### EXERCISE DIRECTIONS
Exactly those lines that run from the one containing "index dip: (352, 268)" through the last line of the entries below should be printed, and no others.

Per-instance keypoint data
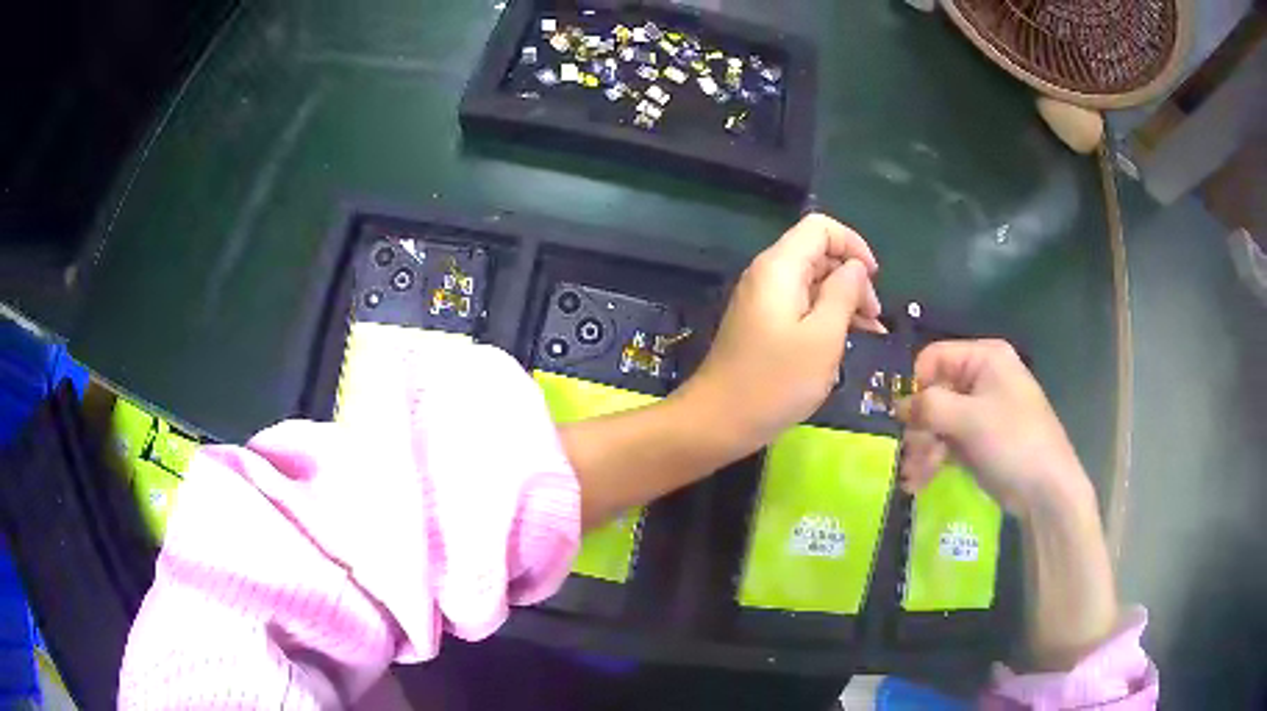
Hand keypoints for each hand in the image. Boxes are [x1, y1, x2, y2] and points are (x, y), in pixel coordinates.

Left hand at [673, 214, 882, 457]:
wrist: (718, 421)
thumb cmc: (775, 382)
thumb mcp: (823, 337)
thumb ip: (844, 293)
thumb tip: (855, 267)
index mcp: (779, 267)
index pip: (820, 227)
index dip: (853, 244)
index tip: (875, 279)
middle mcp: (768, 274)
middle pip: (818, 254)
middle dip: (852, 277)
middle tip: (874, 318)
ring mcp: (763, 300)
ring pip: (812, 282)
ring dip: (843, 300)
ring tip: (869, 333)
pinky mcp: (762, 323)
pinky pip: (800, 305)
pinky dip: (825, 316)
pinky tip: (845, 342)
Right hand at [896, 339, 1091, 517]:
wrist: (1046, 490)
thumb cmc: (1013, 442)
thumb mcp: (969, 419)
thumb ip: (929, 406)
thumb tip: (896, 405)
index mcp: (985, 358)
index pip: (933, 358)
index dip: (915, 385)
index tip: (901, 418)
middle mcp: (981, 378)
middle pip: (934, 393)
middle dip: (918, 427)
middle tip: (907, 456)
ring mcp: (980, 411)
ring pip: (937, 422)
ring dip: (922, 449)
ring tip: (912, 478)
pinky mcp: (978, 439)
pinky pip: (947, 442)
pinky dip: (933, 460)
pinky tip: (919, 482)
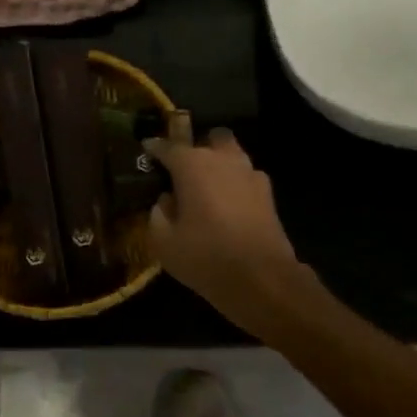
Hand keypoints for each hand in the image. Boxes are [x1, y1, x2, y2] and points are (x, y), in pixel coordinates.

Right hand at [144, 115, 305, 327]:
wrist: (262, 278)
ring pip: (232, 155)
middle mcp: (223, 160)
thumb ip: (157, 215)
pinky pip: (246, 177)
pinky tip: (229, 205)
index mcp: (193, 165)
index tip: (147, 149)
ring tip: (207, 188)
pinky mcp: (268, 193)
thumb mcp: (165, 243)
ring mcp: (250, 173)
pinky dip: (236, 184)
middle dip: (198, 149)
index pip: (169, 146)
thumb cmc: (206, 257)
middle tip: (185, 171)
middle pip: (210, 139)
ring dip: (220, 164)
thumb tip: (165, 201)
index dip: (155, 148)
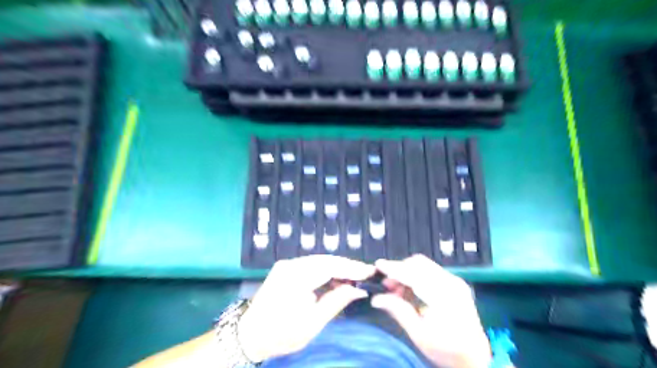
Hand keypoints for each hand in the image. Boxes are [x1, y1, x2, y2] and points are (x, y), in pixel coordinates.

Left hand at [241, 255, 373, 361]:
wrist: (250, 334)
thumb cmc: (281, 333)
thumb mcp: (313, 323)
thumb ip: (336, 302)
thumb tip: (359, 289)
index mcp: (296, 278)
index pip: (330, 266)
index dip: (352, 268)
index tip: (370, 271)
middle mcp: (291, 264)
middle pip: (326, 260)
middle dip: (347, 266)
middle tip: (365, 274)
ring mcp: (287, 264)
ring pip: (319, 260)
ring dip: (337, 268)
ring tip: (354, 278)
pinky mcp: (286, 267)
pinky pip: (311, 264)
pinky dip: (326, 270)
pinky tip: (335, 279)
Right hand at [371, 255, 489, 366]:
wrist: (475, 357)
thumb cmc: (447, 349)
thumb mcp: (419, 334)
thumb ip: (398, 311)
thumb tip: (377, 298)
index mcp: (443, 296)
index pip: (414, 274)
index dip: (394, 268)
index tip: (379, 265)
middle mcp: (451, 283)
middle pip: (419, 264)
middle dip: (399, 270)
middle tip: (387, 285)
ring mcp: (454, 281)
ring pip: (424, 265)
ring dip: (407, 272)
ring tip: (397, 290)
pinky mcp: (455, 283)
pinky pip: (431, 271)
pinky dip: (416, 276)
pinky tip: (410, 290)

### RESPONSE AREA
index dip: (352, 268)
index tip: (370, 271)
middle mcp: (291, 264)
middle pip: (326, 260)
middle dip: (347, 266)
middle tip: (365, 274)
ring mcp: (287, 264)
ring pip: (319, 260)
ring dip: (337, 268)
ring tip: (354, 278)
pinky mcp: (286, 267)
pinky pip: (311, 264)
pinky dip: (326, 270)
pinky tip: (335, 279)
Right hand at [371, 255, 489, 366]:
wrist: (475, 357)
thumb cmc: (447, 349)
thumb mcp: (419, 334)
thumb ip: (398, 311)
thumb tip: (377, 298)
index mcp: (443, 296)
index pip: (414, 274)
index dip: (394, 268)
index tip: (379, 265)
middle mcp: (451, 283)
middle pip: (419, 264)
middle dip: (399, 270)
middle tip: (387, 285)
ring mcp: (454, 281)
ring pip: (424, 265)
ring dip: (407, 272)
ring tip: (397, 290)
pinky mcp: (455, 283)
pinky pip: (431, 271)
pinky dip: (416, 276)
pinky tip: (410, 290)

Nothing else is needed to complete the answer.